Martha Stewart INCARCERATED

Yeah. Martha LOVES Da-da. Really.
Martha Stewart called Da-da yesterday -- the Marthaman SO loves Da-da -- and talked about how she'd been reminiscing about her short-lived prison life. Then it hit her: given the ever-increasing prison populations worldwide, she decided to create a new lifestyle magazine for 2012 (with her favorite nonsensate corporation, AcmeVaporware) for all her felon homies back in cell block D! Advertisers are already lining up for the new monthly publication to be entitled, predictably, Martha Stewart INCARCERATED. Here's the awesome press release:

NEW YORK, NY – January 12, 2012 –  AcmeVaporware and Martha Stewart today announced the formation of a new Martha Stewart print marketing vehicle to be called, Martha Stewart INCARCERATED –- Make Better Time of Your Time. The announcement was made before a good-natured bank holiday crowd of wardens and freshly handcuffed executives trying to keep those TARP-fueled smirks under control.

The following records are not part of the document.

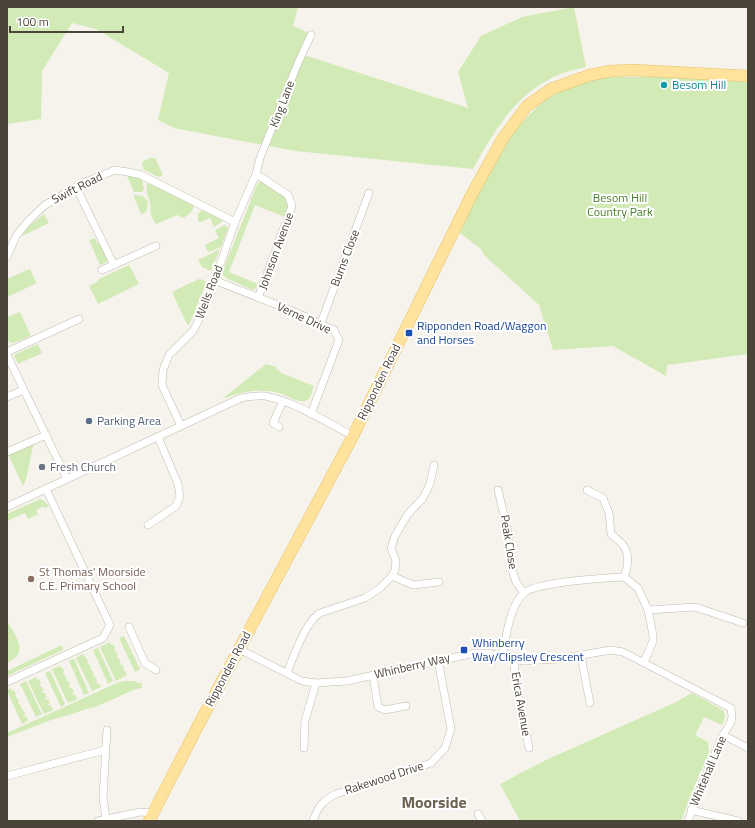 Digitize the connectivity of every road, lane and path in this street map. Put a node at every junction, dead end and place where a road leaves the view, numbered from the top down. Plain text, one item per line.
1 (311, 35) dead end
2 (748, 76) edge
3 (256, 174) junction
4 (76, 187) junction
5 (369, 193) dead end
6 (235, 222) junction
7 (156, 246) dead end
8 (7, 257) edge
9 (114, 265) junction
10 (102, 270) dead end
11 (214, 280) junction
12 (258, 298) junction
13 (79, 319) dead end
14 (320, 323) junction
15 (7, 353) edge
16 (24, 390) junction
17 (7, 397) edge
18 (283, 401) junction
19 (312, 414) junction
20 (181, 426) junction
21 (279, 427) dead end
22 (46, 435) junction
23 (158, 436) junction
24 (353, 436) junction
25 (7, 452) edge
26 (434, 465) dead end
27 (67, 478) junction
28 (46, 490) junction
29 (498, 490) dead end
30 (587, 490) dead end
31 (7, 507) edge
32 (148, 525) dead end
33 (392, 576) junction
34 (624, 577) junction
35 (439, 582) dead end
36 (524, 593) junction
37 (648, 610) junction
38 (743, 623) dead end
39 (129, 627) dead end
40 (239, 649) junction
41 (581, 656) junction
42 (502, 657) junction
43 (438, 660) junction
44 (515, 660) junction
45 (644, 662) junction
46 (156, 670) dead end
47 (287, 673) junction
48 (373, 675) junction
49 (7, 682) edge
50 (316, 683) junction
51 (590, 703) dead end
52 (406, 706) dead end
53 (731, 722) joint
54 (107, 730) dead end
55 (723, 735) junction
56 (304, 748) dead end
57 (529, 748) dead end
58 (748, 748) edge
59 (105, 750) junction
60 (7, 776) edge
61 (691, 810) junction
62 (478, 814) dead end
63 (151, 817) edge
64 (106, 819) junction
65 (98, 821) edge
66 (313, 821) edge
67 (482, 821) edge
68 (688, 821) edge
69 (738, 821) edge

1 - 3 street, King Lane
2 - 24 main road, Ripponden Road
3 - 6 street, Wells Road
3 - 12 street, Johnson Avenue
4 - 6 street, Swift Road
4 - 8 street, Swift Road
4 - 9 street
5 - 14 street, Burns Close
6 - 11 street, Wells Road
7 - 9 street
9 - 10 street
11 - 12 street, Verne Drive
11 - 20 street, Wells Road
12 - 14 street, Verne Drive
13 - 15 street
14 - 19 street, Verne Drive
15 - 16 street
16 - 17 street
16 - 22 street
18 - 19 street
18 - 20 street
18 - 21 street
19 - 24 street
20 - 23 street
22 - 25 street
22 - 27 street
23 - 27 street
23 - 32 street
24 - 40 main road, Ripponden Road
26 - 33 street
27 - 28 street
28 - 31 street
28 - 49 street
29 - 36 street, Peak Close
30 - 34 street
33 - 35 street
33 - 47 street
34 - 36 street
34 - 37 street
36 - 42 street
37 - 38 street
37 - 45 street
39 - 46 street
40 - 47 street, Whinberry Way
40 - 63 main road, Ripponden Road
41 - 44 street, Whinberry Way
41 - 45 street, Whinberry Way
41 - 51 street
42 - 43 street, Whinberry Way
42 - 44 street, Whinberry Way
43 - 48 street, Whinberry Way
43 - 66 street, Rakewood Drive
44 - 57 street, Erica Avenue
45 - 53 street, Whinberry Way
47 - 50 street, Whinberry Way
48 - 50 street, Whinberry Way
48 - 52 street
50 - 56 street
53 - 55 street, Whitehall Lane
54 - 59 street
55 - 58 street
55 - 61 street, Whitehall Lane
59 - 60 street
59 - 64 street
61 - 68 street, Whitehall Lane
61 - 69 street
62 - 67 street
63 - 64 street
64 - 65 street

"Martha Stewart INCARCERATED is for all millionaire and billionaire and high-level execs behind bars -- as well as those soon-to-be-felons -- and really anyone destined for the klink because of misunderstood illegal activities,” said Martha Stewart, clearly having some flashbacks on a dais surrounded by police and media. "Martha Stewart INCARCERATED will bring these misunderstood wretches -- near-honest folks paying their debt to society, or paying it forward -- some combination of luxury and solace, reminding them that they are only 18-240 months away from again living like top-of-the-pyramid Pharaohs. Yes, to these noble felons I dedicate a whole new PLUSH level of prison lifestyle, dedicated to making a better life behind bars."

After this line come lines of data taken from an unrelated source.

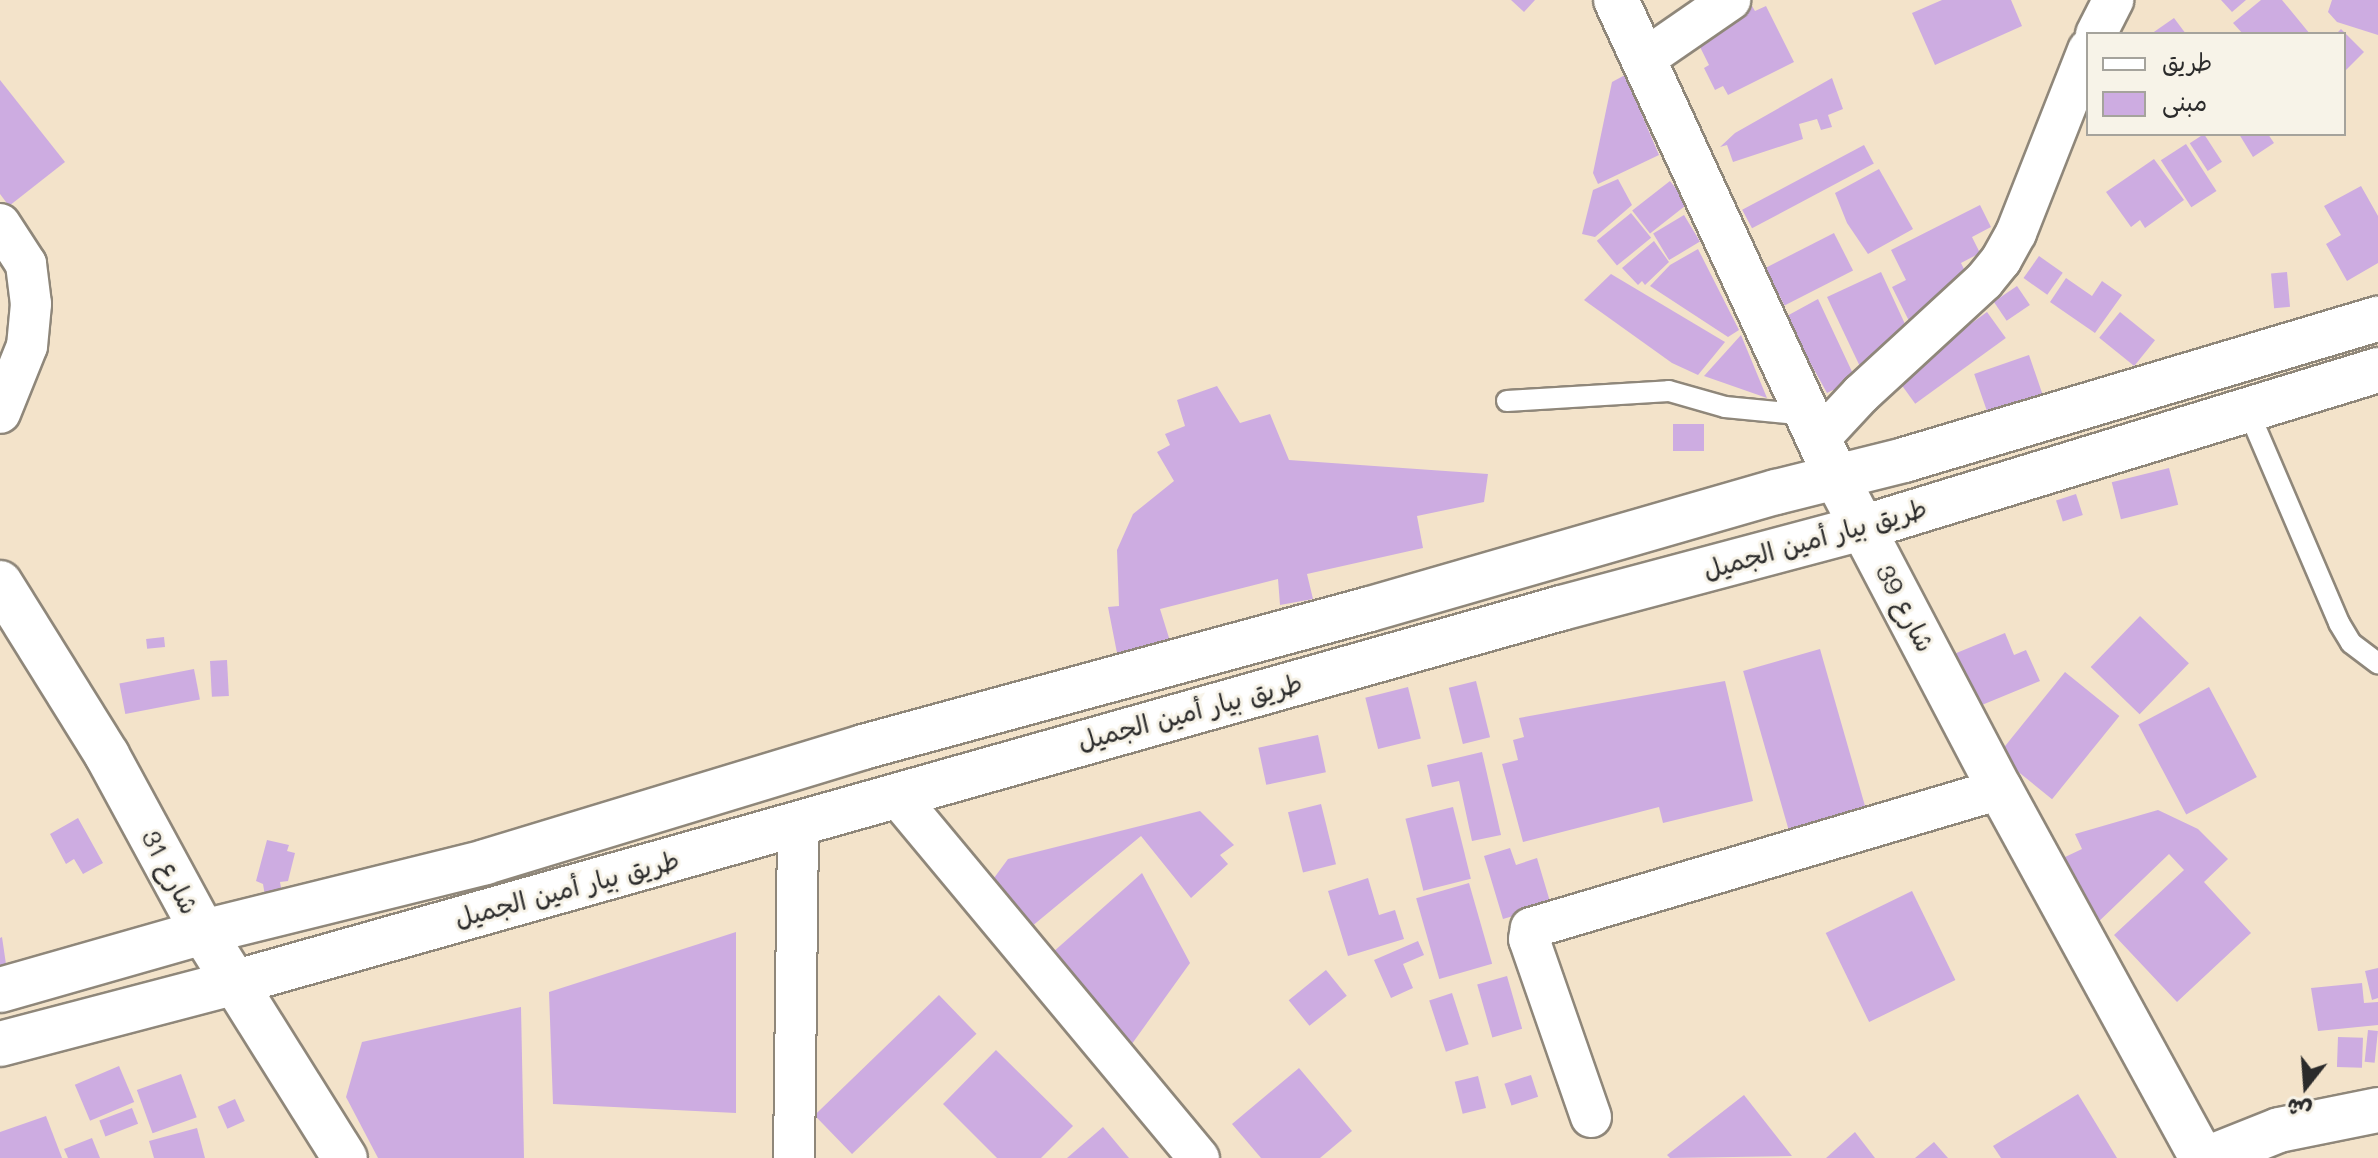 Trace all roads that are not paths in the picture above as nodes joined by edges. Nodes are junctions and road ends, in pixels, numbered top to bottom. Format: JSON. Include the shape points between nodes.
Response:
{"nodes":[{"id":1,"x":1616,"y":0,"type":"edge"},
{"id":2,"x":1730,"y":0,"type":"edge"},
{"id":3,"x":2113,"y":0,"type":"edge"},
{"id":4,"x":2097,"y":32,"type":"edge"},
{"id":5,"x":2086,"y":55,"type":"edge"},
{"id":6,"x":1643,"y":60,"type":"junction"},
{"id":7,"x":0,"y":224,"type":"edge"},
{"id":8,"x":2378,"y":319,"type":"edge"},
{"id":9,"x":2378,"y":370,"type":"edge"},
{"id":10,"x":1507,"y":401,"type":"dead end"},
{"id":11,"x":2247,"y":408,"type":"junction"},
{"id":12,"x":0,"y":413,"type":"edge"},
{"id":13,"x":1814,"y":427,"type":"junction"},
{"id":14,"x":1837,"y":479,"type":"junction"},
{"id":15,"x":1862,"y":528,"type":"junction"},
{"id":16,"x":0,"y":583,"type":"edge"},
{"id":17,"x":2378,"y":663,"type":"edge"},
{"id":18,"x":2000,"y":789,"type":"junction"},
{"id":19,"x":898,"y":797,"type":"junction"},
{"id":20,"x":798,"y":826,"type":"junction"},
{"id":21,"x":203,"y":932,"type":"junction"},
{"id":22,"x":237,"y":982,"type":"junction"},
{"id":23,"x":0,"y":990,"type":"edge"},
{"id":24,"x":0,"y":1044,"type":"edge"},
{"id":25,"x":2378,"y":1110,"type":"edge"},
{"id":26,"x":1591,"y":1117,"type":"dead end"},
{"id":27,"x":345,"y":1158,"type":"edge"},
{"id":28,"x":794,"y":1158,"type":"edge"},
{"id":29,"x":1199,"y":1158,"type":"edge"},
{"id":30,"x":2202,"y":1158,"type":"edge"},
{"id":31,"x":2209,"y":1158,"type":"edge"}],
"edges":[{"from":1,"to":6,"type":"main road","name":"شارع 39"},
{"from":2,"to":6,"type":"street"},
{"from":3,"to":4,"type":"street"},
{"from":5,"to":13,"type":"street","via":[[2001,260],[1861,394]]},
{"from":6,"to":13,"type":"main road","name":"شارع 39"},
{"from":7,"to":12,"type":"street","via":[[26,264],[31,304],[27,346]]},
{"from":8,"to":14,"type":"main road","name":"طريق بيار أمين الجميل"},
{"from":9,"to":11,"type":"main road","name":"طريق بيار أمين الجميل"},
{"from":10,"to":13,"type":"lane","via":[[1669,391]]},
{"from":11,"to":15,"type":"main road","name":"طريق بيار أمين الجميل"},
{"from":11,"to":17,"type":"lane","via":[[2339,623],[2351,643]]},
{"from":13,"to":14,"type":"main road","name":"شارع 39"},
{"from":14,"to":15,"type":"main road","name":"شارع 39"},
{"from":14,"to":21,"type":"main road","name":"طريق بيار أمين الجميل","via":[[863,747],[485,862]]},
{"from":15,"to":18,"type":"main road","name":"شارع 39"},
{"from":15,"to":19,"type":"main road","name":"طريق بيار أمين الجميل"},
{"from":16,"to":21,"type":"main road","name":"شارع 31","via":[[107,755]]},
{"from":18,"to":26,"type":"street","via":[[1531,928],[1529,939]]},
{"from":18,"to":30,"type":"main road","name":"شارع 39"},
{"from":19,"to":20,"type":"main road","name":"طريق بيار أمين الجميل"},
{"from":19,"to":29,"type":"street"},
{"from":20,"to":22,"type":"main road","name":"طريق بيار أمين الجميل"},
{"from":20,"to":28,"type":"street"},
{"from":21,"to":22,"type":"main road","name":"شارع 31"},
{"from":21,"to":23,"type":"main road","name":"طريق بيار أمين الجميل"},
{"from":22,"to":24,"type":"main road","name":"طريق بيار أمين الجميل"},
{"from":22,"to":27,"type":"main road","name":"شارع 31"},
{"from":25,"to":31,"type":"main road","via":[[2279,1130]]}]}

AcmeVaporware defendant/CEO Dr. John Smallberries displayed the cover of the inaugural first issue: a resplendent sea of pink and salmon in which floated smiling faces of sundry felonious politicians and corporate executives below the feature’s title: "We Wear the Chains We Forged in Life." Below that was an inset photo of Presidential candidates phonetically reading a copy of Dr. Smallberries’ latest book, Prison for Dummies.

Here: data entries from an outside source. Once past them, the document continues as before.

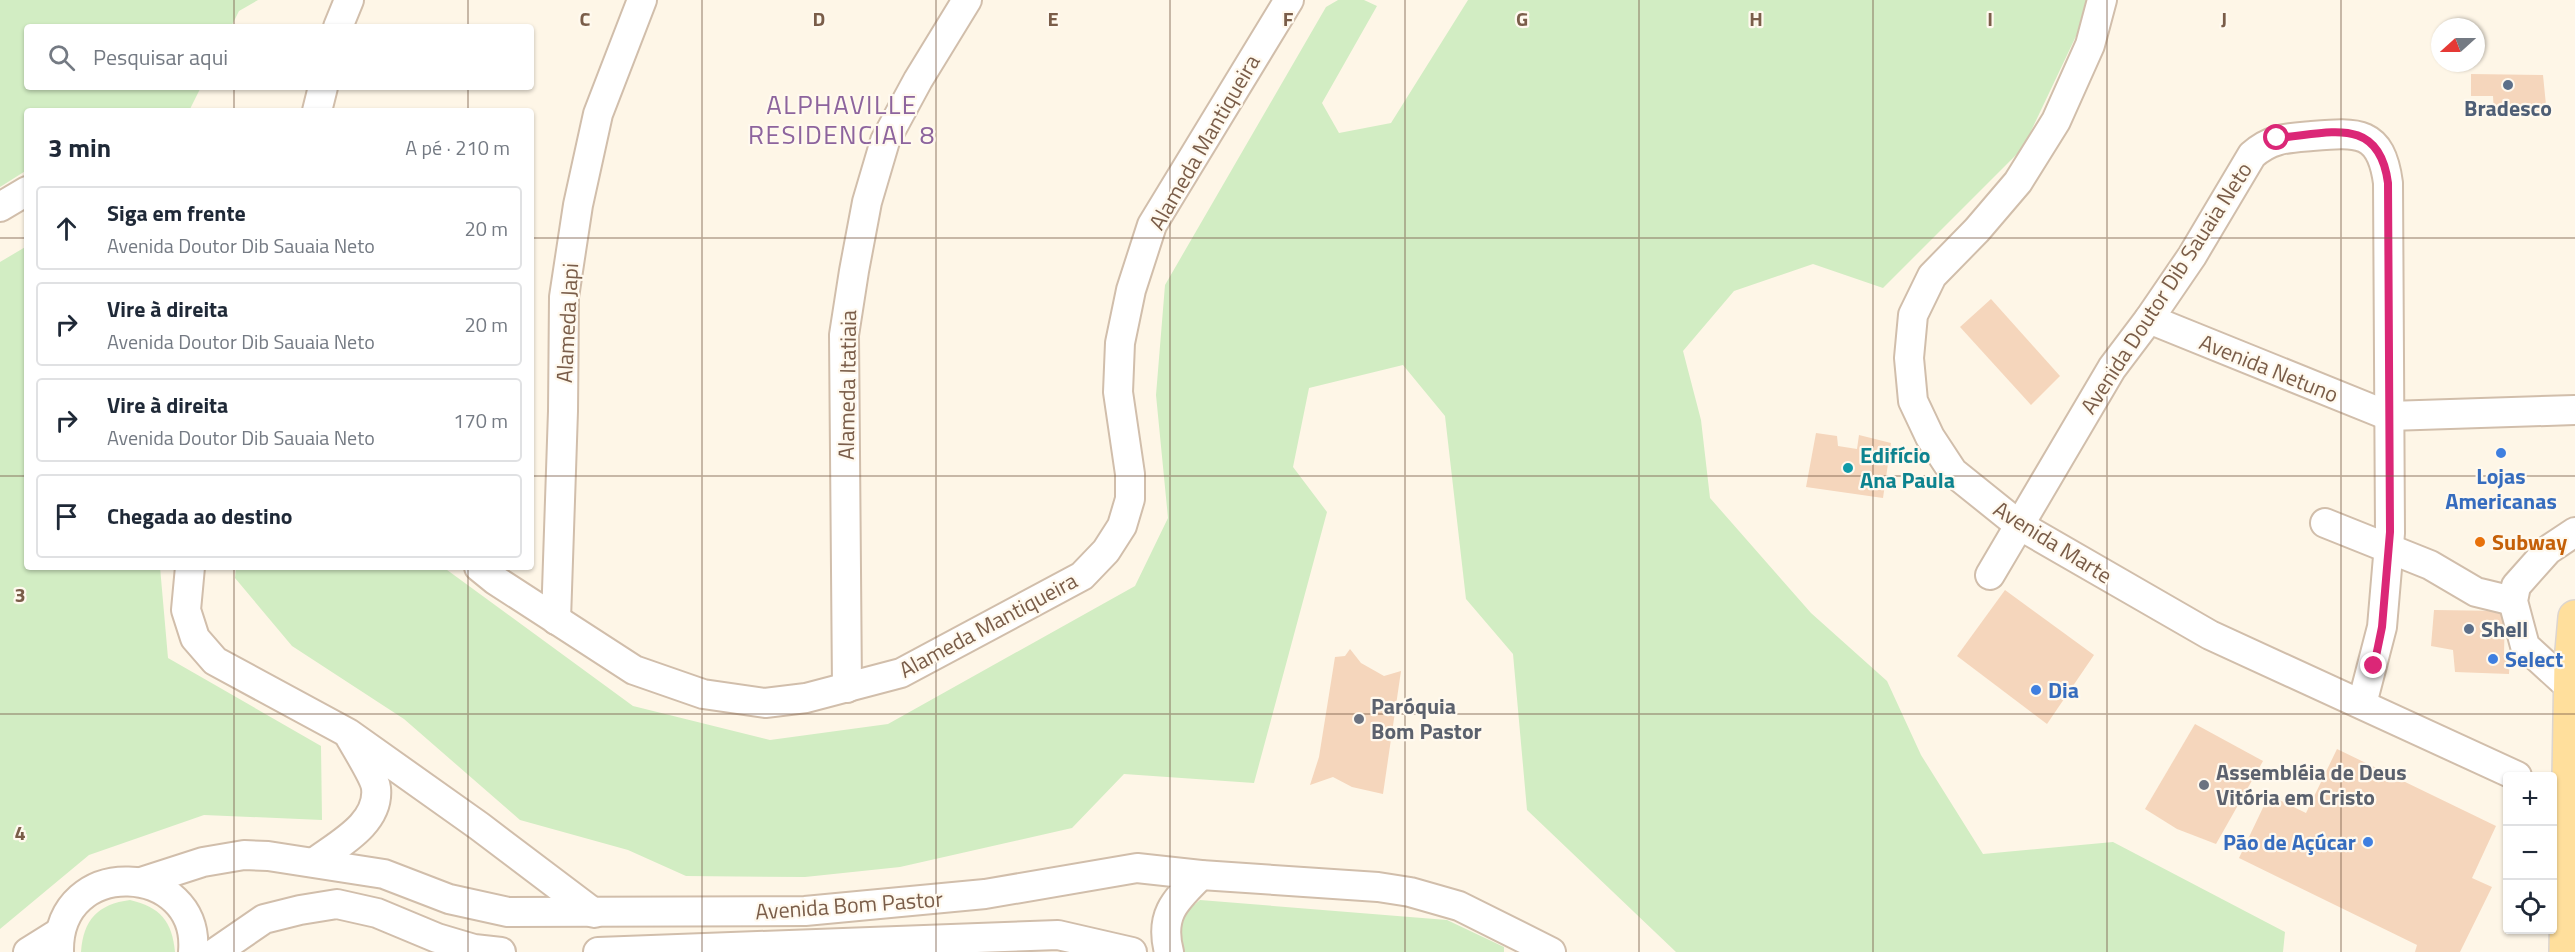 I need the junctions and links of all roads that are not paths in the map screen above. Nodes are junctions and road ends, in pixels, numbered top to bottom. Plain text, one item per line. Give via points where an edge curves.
1 (349, 0) edge
2 (642, 0) edge
3 (967, 0) edge
4 (1288, 0) edge
5 (2102, 0) edge
6 (339, 24) edge
7 (321, 90) edge
8 (318, 108) edge
9 (24, 193) edge
10 (0, 207) edge
11 (2149, 319) junction
12 (2575, 410) edge
13 (2388, 416) junction
14 (2325, 523) dead end
15 (2019, 525) junction
16 (2575, 532) edge
17 (2389, 550) junction
18 (190, 570) edge
19 (483, 570) edge
20 (1990, 575) dead end
21 (2513, 601) junction
22 (2575, 617) edge
23 (556, 620) junction
24 (847, 688) junction
25 (2571, 688) junction
26 (2362, 704) junction
27 (348, 733) junction
28 (2506, 772) edge
29 (2561, 797) edge
30 (315, 861) junction
31 (1201, 875) junction
32 (141, 882) junction
33 (594, 913) junction
34 (60, 942) edge
35 (1513, 942) edge
36 (28, 952) edge
37 (193, 952) edge
38 (216, 952) edge
39 (501, 952) edge
40 (598, 952) edge
41 (1132, 952) edge
42 (1169, 952) edge
43 (1551, 952) edge
44 (2566, 952) edge

1 - 6 street
2 - 23 street, Alameda Japi via 598,114 578,205 564,297
3 - 24 street, Alameda Itatiaia via 885,141 867,202 843,334
4 - 24 street, Alameda Mantiqueira via 1152,225 1131,290 1120,343 1118,392 1130,499 1122,526 1106,551 1082,576 954,647 901,673
5 - 15 street, Avenida Marte via 2090,45 2056,121 2018,182 1932,276 1913,315 1909,358 1913,401 1930,437 1953,472
7 - 8 street
9 - 10 street
11 - 13 street, Avenida Netuno
11 - 13 street, Avenida Doutor Dib Sauaia Neto via 2252,155 2277,138 2351,132 2379,150 2386,164
11 - 15 street, Avenida Doutor Dib Sauaia Neto via 2112,368
12 - 13 street
13 - 17 street, Avenida Doutor Dib Sauaia Neto
14 - 17 street
15 - 20 street, Avenida Doutor Dib Sauaia Neto
15 - 26 street, Avenida Marte via 2210,635
16 - 21 street via 2548,550 2516,586
17 - 21 street via 2430,565 2476,592
17 - 26 street, Avenida Doutor Dib Sauaia Neto via 2382,627
18 - 27 street via 186,610 195,638 214,661
19 - 23 street, Alameda Mantiqueira
21 - 25 street via 2525,646
22 - 25 main road
23 - 24 street, Alameda Mantiqueira via 634,670 703,694 765,704
25 - 29 main road
26 - 28 street, Avenida Marte
27 - 30 street via 376,787 373,808 362,826
27 - 33 street
29 - 44 main road
30 - 32 street, Avenida Bom Pastor via 244,855 203,862
30 - 33 street, Avenida Bom Pastor via 384,874 449,899 508,912
31 - 33 street, Avenida Bom Pastor via 1137,868 985,894 805,911
31 - 35 street, Avenida Bom Pastor via 1410,892 1459,906
31 - 42 street via 1174,902 1166,922
32 - 34 street via 124,879 101,884 81,897 66,915
32 - 37 street via 166,893 181,908 190,927
34 - 36 street
35 - 43 street, Avenida Bom Pastor
38 - 39 street via 264,919 337,904 376,913 474,949
40 - 41 street, Avenida Bom Pastor via 1058,935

Exciting NEW Martha Stewart INCARCERATED Sections

Ask In-mate #34278666 (Martha)
      - "We're all innocent..."

Penitentiary Planner
      - Don't forget the warden’s birthday!

Living
      - Packing contraband in your "can"
      - Avoiding "bedroom eyes" in the shower
      - Bars can also be on the inside
      - Solitary doesn’t have to mean single!

Features
      - Top 10 Prison Escapes
      - Forced Labor: The good ol' days?
      - Stirred, but not shaken

Entertaining
      - Top 10 road-gang trips
      - Using compact mirrors to say, "Hello!"
      - Prison: It's just like camping!

Decorating
     - Top 10 neatest bunks EVER!
     - Hood Things: Tips from the "pros"
     - Top 10 tips for re-organizing a "tossed cell"
     - Do-it-yourself tattoos don't have to be a pain!

Fashion
    - Top 10 fashion "do's" for a successful parole
    - New colors for fall: You look FABULOUS in orange & light green!
    - Will the warden let you wear lamé?

Gardening
    - Top 10 plants that don't need the sun
    - Turning that pesky commode into a springtime-fresh vase
    - Human waste: fertilizer of the gods

Movie "Date" Night
    - Papillon
    - Shawshank Redemption
    - Kiss of the Spider Woman

Festivities
    - Prison Weddings: Tying the Knot WITHOUT Dropping the Soap!
    - What to do about your new "special friend"   
    - Begging for mercy: It works!

Crafts
    - Making that perfect shiv
    - Human hair pot holders
    - Paint-by-numbers with blood (And not just your own!)

Cooking
    - Capone Corner: In-cell welding
    - A Prison Tradition: Baking files into cakes!
    - Fresh fish! Fresh fish!

Collecting
    - Smokes! De facto moolah
    - Wardens' favorite "rock" candy   
    - Insects you can train!

Of course, K-Mart will be sponsoring a special section inspired by their “Blue Light Specials,” called, “Searchlight Specials,” security/prison guards with Nerf guns, etc. Da-da can't wait to have enough energy to commit some whitecollar crimes. No, really. There are so many insects Da-da wants to train.

"Solitary confinement can often be quite therapeutic."